WerkSupp · 14/10/2014 21:37

leopard, you can end your marriage because his continued lying is making you so miserable. He has no respect for you. He respects her more.

leopardsandspots · 14/10/2014 23:25

No it's not about the lunches it's about the lies and zero respect. It's also about the fact that my and OP's husbands both previously thought that marital infidelity was ok with this woman,and that she thought it was ok too.
Although the lying makes me so very miserable and I wish it would go away, once the business trip fades so eventually does my turmoil.The hurt becomes less acute until the next trip, then it starts again.
In my case if I had no children I would have ended the marriage,after the very first lie; but I do have children and that does make a difference.
It sounds like OPs H is a bit more respectful than mine, he was presumably open about the fundraising email for example?

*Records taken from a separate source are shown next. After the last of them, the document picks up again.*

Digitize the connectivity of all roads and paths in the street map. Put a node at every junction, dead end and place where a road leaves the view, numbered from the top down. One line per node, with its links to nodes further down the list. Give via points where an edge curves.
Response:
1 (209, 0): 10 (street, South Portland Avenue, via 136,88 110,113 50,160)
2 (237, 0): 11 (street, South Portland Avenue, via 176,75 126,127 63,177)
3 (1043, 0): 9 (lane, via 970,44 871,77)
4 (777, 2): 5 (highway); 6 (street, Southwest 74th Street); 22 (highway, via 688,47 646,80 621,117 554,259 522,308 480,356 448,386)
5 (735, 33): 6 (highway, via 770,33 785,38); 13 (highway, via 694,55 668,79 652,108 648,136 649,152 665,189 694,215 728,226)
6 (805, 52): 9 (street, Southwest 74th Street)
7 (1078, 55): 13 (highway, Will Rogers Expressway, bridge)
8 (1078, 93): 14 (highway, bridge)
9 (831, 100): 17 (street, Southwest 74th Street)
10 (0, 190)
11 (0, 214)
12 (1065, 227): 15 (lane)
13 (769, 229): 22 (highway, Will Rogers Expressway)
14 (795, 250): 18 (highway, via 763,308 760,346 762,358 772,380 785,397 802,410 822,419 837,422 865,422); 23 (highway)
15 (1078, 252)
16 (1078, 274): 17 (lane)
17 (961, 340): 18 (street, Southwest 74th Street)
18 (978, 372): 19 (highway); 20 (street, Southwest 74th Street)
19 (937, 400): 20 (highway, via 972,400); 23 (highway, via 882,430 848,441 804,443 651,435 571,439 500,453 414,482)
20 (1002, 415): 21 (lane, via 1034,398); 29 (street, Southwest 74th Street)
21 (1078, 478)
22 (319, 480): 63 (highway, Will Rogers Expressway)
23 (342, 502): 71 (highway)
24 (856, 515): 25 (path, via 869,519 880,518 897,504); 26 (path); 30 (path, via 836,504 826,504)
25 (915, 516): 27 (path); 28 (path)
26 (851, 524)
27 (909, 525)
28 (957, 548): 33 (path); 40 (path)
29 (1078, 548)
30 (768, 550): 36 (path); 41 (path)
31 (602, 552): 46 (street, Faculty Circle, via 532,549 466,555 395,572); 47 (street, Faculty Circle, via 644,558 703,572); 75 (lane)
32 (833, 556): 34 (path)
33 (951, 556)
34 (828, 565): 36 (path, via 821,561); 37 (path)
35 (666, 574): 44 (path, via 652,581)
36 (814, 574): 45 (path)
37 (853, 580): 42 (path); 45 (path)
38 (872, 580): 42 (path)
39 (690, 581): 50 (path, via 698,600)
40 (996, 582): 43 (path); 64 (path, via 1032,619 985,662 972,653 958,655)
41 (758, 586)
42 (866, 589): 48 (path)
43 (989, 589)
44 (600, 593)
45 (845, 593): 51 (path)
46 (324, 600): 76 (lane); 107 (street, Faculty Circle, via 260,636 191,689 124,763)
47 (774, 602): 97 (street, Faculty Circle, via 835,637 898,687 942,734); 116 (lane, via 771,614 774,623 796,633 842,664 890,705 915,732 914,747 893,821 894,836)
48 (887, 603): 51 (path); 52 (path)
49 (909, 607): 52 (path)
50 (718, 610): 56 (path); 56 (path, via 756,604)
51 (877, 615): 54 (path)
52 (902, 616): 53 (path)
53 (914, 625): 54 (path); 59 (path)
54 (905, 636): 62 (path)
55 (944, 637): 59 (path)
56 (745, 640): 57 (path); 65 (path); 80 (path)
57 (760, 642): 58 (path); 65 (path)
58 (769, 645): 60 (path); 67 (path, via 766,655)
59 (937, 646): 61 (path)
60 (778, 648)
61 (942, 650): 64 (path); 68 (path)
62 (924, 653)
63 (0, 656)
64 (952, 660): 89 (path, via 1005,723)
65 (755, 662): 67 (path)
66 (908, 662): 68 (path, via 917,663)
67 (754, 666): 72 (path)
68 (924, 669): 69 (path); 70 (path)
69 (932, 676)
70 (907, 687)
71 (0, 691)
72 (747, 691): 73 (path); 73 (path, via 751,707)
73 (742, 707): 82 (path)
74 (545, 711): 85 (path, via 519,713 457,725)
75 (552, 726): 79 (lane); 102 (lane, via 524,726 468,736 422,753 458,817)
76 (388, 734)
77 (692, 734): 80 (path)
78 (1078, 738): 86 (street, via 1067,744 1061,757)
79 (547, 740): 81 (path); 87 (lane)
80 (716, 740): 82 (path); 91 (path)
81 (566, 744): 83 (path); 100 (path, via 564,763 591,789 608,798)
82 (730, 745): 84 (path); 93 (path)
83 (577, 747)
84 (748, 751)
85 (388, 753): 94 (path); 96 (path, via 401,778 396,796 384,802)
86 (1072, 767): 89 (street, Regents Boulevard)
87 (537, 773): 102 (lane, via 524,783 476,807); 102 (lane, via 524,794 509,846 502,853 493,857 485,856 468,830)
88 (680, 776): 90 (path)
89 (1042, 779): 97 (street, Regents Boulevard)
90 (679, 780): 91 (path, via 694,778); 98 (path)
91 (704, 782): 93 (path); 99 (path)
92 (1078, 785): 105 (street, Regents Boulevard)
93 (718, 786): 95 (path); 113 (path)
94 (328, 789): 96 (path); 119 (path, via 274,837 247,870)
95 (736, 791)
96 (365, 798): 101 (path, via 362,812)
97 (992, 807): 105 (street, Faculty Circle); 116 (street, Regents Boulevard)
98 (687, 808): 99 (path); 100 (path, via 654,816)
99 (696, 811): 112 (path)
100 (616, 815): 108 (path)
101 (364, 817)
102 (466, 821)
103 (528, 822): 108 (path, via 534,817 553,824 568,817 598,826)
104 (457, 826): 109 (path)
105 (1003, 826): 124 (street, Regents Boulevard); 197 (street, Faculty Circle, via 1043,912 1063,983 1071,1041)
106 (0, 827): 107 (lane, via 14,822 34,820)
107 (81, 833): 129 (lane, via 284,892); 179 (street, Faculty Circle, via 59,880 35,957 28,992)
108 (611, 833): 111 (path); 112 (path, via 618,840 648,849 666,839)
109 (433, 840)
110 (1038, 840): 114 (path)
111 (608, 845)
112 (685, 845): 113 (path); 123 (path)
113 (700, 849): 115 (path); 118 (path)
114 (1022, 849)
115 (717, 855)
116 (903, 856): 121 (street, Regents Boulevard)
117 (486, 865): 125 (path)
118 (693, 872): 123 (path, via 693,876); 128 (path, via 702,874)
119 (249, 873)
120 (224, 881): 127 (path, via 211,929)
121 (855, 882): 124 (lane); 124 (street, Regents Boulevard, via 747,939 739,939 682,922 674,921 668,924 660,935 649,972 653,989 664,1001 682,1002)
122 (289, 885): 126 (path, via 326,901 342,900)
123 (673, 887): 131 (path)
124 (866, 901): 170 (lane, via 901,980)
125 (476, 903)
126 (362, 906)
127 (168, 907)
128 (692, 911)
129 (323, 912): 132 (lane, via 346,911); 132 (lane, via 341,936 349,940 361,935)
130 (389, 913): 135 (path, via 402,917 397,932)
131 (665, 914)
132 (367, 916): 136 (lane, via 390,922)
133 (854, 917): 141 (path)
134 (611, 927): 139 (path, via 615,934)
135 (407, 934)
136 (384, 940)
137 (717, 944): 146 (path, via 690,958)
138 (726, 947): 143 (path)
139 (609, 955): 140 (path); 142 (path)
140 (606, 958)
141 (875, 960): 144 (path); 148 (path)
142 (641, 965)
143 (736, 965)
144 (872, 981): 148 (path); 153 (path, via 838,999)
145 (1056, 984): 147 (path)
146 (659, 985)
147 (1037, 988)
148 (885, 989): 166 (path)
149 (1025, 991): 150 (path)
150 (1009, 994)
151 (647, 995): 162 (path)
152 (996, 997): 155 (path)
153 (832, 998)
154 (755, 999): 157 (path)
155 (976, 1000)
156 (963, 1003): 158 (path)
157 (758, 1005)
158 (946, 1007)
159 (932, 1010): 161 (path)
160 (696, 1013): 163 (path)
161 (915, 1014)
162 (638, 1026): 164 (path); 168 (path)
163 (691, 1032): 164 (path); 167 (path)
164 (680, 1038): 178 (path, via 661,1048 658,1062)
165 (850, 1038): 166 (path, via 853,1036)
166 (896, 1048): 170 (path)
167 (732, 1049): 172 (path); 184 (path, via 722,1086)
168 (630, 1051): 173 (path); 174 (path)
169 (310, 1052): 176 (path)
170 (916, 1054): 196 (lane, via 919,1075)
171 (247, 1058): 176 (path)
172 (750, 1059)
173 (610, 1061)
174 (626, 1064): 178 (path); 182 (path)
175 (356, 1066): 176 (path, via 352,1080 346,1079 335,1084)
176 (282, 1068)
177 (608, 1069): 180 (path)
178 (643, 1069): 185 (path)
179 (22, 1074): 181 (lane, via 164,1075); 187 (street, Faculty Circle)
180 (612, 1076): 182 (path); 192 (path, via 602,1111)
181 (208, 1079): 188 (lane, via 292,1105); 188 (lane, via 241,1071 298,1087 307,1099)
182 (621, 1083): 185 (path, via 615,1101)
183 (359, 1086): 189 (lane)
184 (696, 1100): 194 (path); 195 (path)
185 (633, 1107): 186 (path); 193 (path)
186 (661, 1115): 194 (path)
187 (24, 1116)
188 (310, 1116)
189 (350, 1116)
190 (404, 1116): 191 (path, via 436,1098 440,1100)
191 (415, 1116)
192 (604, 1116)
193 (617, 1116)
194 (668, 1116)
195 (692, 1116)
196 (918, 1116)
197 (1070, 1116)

leopardsandspots · 14/10/2014 23:27

Sorry 'these' women not this. It's obviously not the same woman OP ( although it may as well be.)

AnyFucker · 14/10/2014 23:48

I feel very sad for you, leopard. I doubt your children, if given the choice in retrospect, would want you to accept such a poor substitute for a relationship on their behalf

CaptainVasiliBorodin · 15/10/2014 08:29

"The one excuse I cannot stand is "I lied because I knew what your reaction would be". There is never a reason to lie and this for me is the worst."

Sorry Carry have to kind of disagree with this, there can be extenuating circumstances at times.

I once dated a women who was incredibly insecure and jealous and she simply could not cope with the fact that I had close female friends as well as close male friends. I used to dread telling her that any social event might have some of these female friends present as the whole evening would be spent listening to her bitchy comments and snide remarks before the inevitable end of evening row in the taxi or back at home. I had no previous relationship history or existing desires for any of these women, they were just great friends I had known since uni. Despite my consistent reassurances to my ex she simply could not handle or accept these people occasionally popping up in our lives and she started to be very controlling as to when I could see them and made my life very difficult on the increasingly rare occasions when any of these people were present (birthday parties, weddings etc). There were a few times when I had arranged a post work beers with one of my male friends only to find out that one of the female friends had been invited along too, this used to terrify me as I knew that the moment the ex got whiff of my female friend being present at said drinks I would be in for a miserable night of arguing and accusations of infidelity. So you know what, I lied, I told her that I had been for a few pints with my mate and that the female friend was not present, I did not like lying, but then I again I did not like being shouted at or dictated to with regards to who my friends should be either. I ended the relationship soon afterwards as I believed it was becoming/had become abusive. For the record I don’t condone lying to your partner, but sometimes you can see why people do it when faced with utterly irrational behaviour.

Sassyb0703 · 15/10/2014 10:39

The issue here is your jealousy, jealous of your husbands friendship and jealous of the time he has that isn't spent with you. It is also quite telling that he has only just started lying about her being included in the house party and then a partial lie as he didn't tell you she didn't join them but called to tell you she was there (although trying to minimize the impact because he knows how you feel) Of course you could always LTB as the usual suspects will and have no doubt suggested (on the basis that any relationship that falls below perfection is a justifiably reason to destroy a family for) Or you could try seeking some help with your low self-esteem. I am as ever puzzled why posters who are eager to suggest you leave because he lied are also the same who would be saying 'controlling abuser ' should the rolls be reversed and he was dictating who your friends were.

GoatsDoRoam · 15/10/2014 11:11

It's not low self-esteem to feel unhappy when someone is actively showing you a lack of respect.

Lying? Concealing meetings? Totally disrespectful.